So what of actor Blake Hackler as Olivia? He embodies this character’s reality better than most women actors I have seen play it, with sincere depth and feminine nuance, bringing a fresh, sensual energy to one often developed as a humorless, sullen recluse. Hackler’s Olivia knows how to flirt and relishes the chance to do so after resisting Orsino’s relentless, nauseating advances. Hackler delves into how Olivia just can’t figure out why the object of her affection won’t reciprocate. The joke, with audience in on it, is on her, particularly as she can’t seem to tell the brother from his sister and ends up bedding the only “willing” one of the two. The full cast seems fearlessly on fire, inspired by Hackler’s Olivia’s pathetic consternation and comic presence, full of adamant ferocity with no hint of a “drag” persona.

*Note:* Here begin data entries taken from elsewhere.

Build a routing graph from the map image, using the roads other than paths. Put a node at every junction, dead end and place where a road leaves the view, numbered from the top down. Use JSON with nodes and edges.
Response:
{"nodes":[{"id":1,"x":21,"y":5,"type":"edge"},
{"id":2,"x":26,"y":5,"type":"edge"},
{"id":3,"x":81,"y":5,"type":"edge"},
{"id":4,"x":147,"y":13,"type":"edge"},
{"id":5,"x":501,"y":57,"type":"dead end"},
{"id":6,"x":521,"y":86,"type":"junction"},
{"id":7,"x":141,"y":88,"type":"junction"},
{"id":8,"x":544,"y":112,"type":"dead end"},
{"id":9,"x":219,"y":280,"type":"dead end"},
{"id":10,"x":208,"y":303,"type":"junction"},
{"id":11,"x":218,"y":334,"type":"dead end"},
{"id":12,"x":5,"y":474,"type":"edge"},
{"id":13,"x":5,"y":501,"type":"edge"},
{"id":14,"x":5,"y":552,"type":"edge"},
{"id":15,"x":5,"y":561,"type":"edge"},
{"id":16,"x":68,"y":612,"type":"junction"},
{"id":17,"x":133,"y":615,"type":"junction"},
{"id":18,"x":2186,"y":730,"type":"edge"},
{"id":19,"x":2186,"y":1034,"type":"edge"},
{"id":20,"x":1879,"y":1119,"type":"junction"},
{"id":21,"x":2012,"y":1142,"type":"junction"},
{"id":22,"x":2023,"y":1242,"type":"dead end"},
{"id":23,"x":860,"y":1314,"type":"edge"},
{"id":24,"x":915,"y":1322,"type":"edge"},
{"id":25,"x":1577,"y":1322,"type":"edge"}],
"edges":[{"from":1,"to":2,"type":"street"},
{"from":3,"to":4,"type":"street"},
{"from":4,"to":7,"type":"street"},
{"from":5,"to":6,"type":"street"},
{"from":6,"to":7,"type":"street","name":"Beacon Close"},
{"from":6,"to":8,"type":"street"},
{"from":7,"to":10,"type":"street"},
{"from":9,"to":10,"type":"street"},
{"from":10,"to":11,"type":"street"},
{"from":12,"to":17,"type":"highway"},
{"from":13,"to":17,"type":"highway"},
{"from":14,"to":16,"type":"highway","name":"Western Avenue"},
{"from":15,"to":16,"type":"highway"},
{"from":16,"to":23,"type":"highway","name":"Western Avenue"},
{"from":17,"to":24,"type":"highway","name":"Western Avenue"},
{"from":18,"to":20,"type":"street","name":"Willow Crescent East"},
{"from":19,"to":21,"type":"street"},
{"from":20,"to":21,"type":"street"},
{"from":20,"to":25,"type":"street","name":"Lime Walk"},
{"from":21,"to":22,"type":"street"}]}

TSF’s production is a divineTwelfth Night. I am sad I did not get to see Jessica Turner as Olivia. I’m thrilled I saw Blake Hackler in the role. His “save” of the show by playing Olivia demonstrates serendipity to the max. He directed and acts in a Twelfth Night I will recall with many a fond chuckle, as one of the best in a decade’s span of sterling productions by Trinity Shakespeare Festival. I am encouraged by how we as a national arts community strive to grow beyond restrictive stereotyped portrayals, or “gender ownership” of roles, in the hope that theatre can blaze a path to more tolerance and respect for diversity across our entire society. I commend Trinity Shakespeare Festival for trusting this bold actor/director with Twelfth Night in their final season. Costume, set, sound and lighting design? Impeccable, professional and primed to reinforce the play’s themes and style, as always. Bless all of you.
Review of Romeo and Juliet to follow shortly.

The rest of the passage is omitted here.